Indoor ice rink in Örnsköldsvik, Sweden

Kempehallen was an indoor sporting arena located in Örnsköldsvik, Sweden, built in 1964. The capacity of the arena was 5,114 during the last years. It was however opened already in 1939 as an outdoor rink, and in 1958 artificial ice was installed. It was later rebuilt into an indoor arena, inaugurated on 4 October 1964 with the ice hockey game Modo AIK–Brynäs IF, 0–2. It originally had a capacity of 10,000 (standing only). About 2,000 seats were installed in 1969, and the capacity was lowered to 6,700. In 1995 the arena got an overhaul, with a few luxury boxes added among other improvements.

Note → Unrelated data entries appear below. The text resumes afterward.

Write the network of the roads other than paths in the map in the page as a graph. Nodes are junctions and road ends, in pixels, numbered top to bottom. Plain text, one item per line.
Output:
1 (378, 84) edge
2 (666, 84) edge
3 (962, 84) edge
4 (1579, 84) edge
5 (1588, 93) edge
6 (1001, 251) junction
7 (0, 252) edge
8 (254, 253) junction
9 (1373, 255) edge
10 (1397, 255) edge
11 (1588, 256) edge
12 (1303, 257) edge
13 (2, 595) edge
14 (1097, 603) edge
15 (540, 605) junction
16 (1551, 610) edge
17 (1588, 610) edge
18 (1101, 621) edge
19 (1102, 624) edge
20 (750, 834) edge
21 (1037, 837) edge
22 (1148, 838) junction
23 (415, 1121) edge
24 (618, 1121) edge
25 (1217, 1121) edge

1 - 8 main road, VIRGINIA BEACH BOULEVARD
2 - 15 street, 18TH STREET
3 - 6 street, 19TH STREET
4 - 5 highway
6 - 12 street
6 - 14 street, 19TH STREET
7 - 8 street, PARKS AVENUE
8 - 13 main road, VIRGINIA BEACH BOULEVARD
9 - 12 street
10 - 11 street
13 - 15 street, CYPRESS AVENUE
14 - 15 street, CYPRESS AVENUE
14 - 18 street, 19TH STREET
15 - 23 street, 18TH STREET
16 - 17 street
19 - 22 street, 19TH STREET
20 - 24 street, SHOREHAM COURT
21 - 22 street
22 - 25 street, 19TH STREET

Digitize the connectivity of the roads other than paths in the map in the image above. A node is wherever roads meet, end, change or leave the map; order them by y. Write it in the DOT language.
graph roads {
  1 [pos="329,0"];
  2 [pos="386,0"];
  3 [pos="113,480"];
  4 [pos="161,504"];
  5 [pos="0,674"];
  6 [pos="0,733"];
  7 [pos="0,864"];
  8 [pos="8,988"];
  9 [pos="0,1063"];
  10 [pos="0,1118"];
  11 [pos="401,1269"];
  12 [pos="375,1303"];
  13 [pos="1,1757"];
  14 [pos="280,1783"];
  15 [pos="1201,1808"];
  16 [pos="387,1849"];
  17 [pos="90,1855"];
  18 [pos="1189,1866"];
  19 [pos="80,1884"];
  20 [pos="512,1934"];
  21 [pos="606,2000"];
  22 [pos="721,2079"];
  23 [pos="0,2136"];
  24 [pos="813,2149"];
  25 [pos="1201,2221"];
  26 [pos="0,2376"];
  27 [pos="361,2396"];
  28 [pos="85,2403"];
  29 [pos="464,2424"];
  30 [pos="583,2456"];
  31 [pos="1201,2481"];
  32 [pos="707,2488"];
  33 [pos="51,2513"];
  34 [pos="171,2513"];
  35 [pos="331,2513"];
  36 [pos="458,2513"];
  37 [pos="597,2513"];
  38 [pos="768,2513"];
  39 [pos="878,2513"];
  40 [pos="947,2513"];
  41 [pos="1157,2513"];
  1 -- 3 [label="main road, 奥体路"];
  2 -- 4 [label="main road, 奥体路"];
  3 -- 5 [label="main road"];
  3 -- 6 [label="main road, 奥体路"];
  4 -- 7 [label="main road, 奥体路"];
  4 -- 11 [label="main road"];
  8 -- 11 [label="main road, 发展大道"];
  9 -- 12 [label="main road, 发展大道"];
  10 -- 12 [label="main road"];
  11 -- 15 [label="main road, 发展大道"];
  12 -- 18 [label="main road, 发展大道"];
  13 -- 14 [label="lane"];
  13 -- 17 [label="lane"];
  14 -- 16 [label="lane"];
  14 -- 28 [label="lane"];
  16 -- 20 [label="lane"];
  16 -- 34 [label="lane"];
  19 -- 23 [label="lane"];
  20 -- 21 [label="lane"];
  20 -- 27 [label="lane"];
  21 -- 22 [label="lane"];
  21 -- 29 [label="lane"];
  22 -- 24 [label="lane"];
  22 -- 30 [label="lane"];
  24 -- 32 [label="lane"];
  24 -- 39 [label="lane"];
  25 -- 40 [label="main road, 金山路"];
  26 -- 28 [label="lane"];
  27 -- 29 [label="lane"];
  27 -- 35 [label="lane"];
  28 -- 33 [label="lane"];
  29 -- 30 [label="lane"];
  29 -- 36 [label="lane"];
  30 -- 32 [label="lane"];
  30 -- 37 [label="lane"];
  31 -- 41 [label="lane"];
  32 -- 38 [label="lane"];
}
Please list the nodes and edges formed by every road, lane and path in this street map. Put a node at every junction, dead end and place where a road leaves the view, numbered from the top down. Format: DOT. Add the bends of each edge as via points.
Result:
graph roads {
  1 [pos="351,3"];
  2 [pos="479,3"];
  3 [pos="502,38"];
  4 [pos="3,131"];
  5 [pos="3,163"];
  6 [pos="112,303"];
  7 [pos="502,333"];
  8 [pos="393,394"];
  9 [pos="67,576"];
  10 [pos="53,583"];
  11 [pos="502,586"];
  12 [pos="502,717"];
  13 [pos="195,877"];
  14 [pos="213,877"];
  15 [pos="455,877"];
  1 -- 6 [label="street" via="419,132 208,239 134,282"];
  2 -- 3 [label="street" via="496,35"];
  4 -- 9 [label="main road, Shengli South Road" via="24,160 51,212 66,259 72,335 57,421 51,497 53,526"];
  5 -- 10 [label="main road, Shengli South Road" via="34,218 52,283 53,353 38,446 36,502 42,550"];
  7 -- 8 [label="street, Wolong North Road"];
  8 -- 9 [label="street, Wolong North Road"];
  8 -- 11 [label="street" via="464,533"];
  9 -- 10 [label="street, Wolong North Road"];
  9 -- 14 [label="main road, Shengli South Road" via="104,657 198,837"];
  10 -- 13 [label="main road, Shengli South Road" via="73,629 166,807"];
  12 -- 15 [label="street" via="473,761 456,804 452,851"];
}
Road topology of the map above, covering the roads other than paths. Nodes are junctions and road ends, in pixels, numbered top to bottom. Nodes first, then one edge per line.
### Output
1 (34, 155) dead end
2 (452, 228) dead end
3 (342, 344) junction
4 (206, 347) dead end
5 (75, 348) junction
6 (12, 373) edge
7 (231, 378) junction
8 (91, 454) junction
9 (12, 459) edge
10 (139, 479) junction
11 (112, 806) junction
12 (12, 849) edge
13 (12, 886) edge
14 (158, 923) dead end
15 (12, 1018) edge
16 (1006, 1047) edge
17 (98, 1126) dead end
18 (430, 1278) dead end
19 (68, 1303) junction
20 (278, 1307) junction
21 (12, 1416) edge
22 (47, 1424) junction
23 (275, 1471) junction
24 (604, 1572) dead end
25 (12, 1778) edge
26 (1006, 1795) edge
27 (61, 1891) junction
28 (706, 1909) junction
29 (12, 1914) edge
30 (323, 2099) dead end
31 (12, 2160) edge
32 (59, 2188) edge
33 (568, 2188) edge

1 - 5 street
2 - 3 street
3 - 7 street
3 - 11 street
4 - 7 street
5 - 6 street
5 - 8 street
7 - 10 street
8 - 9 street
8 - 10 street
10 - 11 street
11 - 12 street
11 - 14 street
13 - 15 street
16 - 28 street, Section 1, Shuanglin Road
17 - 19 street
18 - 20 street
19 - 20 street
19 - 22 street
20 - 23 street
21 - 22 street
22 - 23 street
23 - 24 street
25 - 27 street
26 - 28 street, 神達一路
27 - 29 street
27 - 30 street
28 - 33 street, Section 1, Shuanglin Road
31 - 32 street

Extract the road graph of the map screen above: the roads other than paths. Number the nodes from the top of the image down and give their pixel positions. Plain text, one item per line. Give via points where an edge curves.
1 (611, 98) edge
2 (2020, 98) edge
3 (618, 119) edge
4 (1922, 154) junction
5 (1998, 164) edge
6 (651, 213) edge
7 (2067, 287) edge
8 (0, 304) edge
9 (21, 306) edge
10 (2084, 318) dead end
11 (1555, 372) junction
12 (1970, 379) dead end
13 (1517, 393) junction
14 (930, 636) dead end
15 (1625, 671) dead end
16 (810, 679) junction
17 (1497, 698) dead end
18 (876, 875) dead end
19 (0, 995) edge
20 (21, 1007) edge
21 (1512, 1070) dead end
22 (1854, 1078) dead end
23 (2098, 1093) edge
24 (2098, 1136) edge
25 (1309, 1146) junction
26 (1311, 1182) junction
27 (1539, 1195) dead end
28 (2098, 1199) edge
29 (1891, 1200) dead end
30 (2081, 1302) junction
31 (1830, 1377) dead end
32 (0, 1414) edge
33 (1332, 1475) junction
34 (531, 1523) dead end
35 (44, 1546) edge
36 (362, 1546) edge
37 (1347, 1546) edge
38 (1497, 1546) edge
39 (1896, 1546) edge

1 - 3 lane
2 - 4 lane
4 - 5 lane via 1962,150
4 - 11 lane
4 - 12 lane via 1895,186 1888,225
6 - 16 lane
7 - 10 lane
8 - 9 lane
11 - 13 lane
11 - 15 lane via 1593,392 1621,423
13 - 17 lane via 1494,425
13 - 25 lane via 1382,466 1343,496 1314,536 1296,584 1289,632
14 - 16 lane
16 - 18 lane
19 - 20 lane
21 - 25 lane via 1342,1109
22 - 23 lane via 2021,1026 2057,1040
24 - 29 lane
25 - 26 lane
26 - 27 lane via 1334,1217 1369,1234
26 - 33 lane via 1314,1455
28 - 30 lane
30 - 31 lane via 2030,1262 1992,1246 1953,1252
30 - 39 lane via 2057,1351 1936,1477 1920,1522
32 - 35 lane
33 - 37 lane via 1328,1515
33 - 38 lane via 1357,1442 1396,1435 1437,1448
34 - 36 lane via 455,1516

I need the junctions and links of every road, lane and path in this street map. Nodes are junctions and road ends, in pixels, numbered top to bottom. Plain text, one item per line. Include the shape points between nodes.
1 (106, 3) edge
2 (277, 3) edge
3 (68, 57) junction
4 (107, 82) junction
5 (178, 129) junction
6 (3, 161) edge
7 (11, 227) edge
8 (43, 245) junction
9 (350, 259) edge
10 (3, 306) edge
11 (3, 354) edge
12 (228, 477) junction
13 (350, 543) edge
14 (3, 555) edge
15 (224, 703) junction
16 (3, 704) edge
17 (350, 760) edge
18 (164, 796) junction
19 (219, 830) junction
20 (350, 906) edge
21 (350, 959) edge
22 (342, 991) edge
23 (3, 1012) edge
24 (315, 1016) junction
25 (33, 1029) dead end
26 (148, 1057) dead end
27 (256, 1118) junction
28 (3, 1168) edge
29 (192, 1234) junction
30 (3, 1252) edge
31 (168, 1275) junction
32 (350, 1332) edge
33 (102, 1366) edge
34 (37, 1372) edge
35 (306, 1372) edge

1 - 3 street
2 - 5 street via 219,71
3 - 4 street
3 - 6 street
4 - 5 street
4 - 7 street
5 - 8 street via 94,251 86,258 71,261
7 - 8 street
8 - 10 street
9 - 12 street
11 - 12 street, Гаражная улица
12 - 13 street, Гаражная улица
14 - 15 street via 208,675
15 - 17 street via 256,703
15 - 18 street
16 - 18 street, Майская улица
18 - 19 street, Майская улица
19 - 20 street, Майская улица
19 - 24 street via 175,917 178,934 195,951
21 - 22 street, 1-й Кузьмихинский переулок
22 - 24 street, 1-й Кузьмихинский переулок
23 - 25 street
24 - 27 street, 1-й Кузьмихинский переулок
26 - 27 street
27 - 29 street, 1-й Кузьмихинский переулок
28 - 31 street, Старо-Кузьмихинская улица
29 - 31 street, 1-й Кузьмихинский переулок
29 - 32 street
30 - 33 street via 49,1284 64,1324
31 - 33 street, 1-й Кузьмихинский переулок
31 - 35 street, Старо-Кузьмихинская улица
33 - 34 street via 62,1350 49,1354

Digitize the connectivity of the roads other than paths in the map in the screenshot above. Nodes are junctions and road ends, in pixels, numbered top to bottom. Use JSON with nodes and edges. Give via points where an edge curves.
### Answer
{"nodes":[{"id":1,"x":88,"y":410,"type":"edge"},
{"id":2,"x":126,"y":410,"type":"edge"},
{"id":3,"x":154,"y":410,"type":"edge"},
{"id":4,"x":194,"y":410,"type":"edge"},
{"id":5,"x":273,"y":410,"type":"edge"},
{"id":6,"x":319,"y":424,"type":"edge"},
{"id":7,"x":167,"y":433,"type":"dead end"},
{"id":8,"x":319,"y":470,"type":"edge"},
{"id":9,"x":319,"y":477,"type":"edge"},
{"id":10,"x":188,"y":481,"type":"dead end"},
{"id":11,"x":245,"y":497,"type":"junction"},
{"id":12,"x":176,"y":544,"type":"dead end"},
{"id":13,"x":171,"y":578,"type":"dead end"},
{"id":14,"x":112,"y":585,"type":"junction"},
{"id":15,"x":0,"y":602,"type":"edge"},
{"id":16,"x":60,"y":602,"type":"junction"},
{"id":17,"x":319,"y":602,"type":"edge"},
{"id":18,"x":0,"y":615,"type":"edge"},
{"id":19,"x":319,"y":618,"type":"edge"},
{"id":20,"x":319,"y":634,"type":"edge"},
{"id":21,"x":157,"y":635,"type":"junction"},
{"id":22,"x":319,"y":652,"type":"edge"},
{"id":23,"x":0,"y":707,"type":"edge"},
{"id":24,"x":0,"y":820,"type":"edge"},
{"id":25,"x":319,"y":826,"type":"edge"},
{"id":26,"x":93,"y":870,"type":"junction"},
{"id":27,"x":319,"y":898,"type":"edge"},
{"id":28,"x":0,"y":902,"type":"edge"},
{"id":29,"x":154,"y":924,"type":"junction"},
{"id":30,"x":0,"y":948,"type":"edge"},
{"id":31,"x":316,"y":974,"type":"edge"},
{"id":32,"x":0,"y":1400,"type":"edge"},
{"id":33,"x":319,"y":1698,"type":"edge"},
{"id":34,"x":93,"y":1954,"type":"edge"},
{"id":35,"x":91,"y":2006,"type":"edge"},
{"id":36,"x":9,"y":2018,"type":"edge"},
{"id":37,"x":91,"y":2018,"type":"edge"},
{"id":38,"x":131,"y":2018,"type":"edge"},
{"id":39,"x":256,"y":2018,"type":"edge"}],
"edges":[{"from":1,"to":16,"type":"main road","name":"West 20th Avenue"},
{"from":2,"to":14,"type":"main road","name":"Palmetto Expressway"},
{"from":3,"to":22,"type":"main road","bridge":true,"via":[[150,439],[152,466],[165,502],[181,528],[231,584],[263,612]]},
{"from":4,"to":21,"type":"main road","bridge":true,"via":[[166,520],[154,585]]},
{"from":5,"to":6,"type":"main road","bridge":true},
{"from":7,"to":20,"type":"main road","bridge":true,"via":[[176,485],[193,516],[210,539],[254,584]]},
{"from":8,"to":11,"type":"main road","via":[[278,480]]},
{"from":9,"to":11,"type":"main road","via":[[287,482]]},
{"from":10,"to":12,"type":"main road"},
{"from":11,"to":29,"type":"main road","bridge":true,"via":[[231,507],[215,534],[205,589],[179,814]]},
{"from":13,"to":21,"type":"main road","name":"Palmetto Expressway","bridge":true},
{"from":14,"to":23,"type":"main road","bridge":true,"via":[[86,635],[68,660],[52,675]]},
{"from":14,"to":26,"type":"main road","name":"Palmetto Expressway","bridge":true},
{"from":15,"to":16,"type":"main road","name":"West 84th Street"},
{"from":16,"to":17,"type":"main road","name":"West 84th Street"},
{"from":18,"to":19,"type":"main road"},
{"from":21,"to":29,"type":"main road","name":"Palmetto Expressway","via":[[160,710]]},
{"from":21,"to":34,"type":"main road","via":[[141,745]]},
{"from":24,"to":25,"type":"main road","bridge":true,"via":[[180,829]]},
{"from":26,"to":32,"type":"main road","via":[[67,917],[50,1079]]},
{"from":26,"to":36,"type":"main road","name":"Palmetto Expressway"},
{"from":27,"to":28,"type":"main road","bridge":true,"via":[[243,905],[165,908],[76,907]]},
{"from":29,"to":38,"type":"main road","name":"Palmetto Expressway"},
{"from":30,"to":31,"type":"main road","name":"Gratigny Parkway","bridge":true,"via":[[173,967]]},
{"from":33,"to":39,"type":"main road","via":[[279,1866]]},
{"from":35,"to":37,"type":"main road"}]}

It was the home arena of the Modo Hockey ice hockey team, replaced in 2006 by the new downtown Swedbank Arena. Kempehallen then remained in use by the club's younger teams and other clubs in the area.

The all-time record attendance for Kempehallen was roughly 9,900 for a Sweden vs. Canada game in February 1965. Record attendances for Modo games stands at 9,153 for the outdoor rink (vs. AIK, 1964) and 8,778 for the indoor version of Kempehallen (vs. Brynäs IF, 1965).

Kempehallen hosted the 2004 Sledge Hockey World Championships, and some notable music acts include Motörhead and Europe.

On 15 June 2012, Örnsköldsvik Municipality condemned the arena due to dome structural failure. In August 2012, the arena was demolished.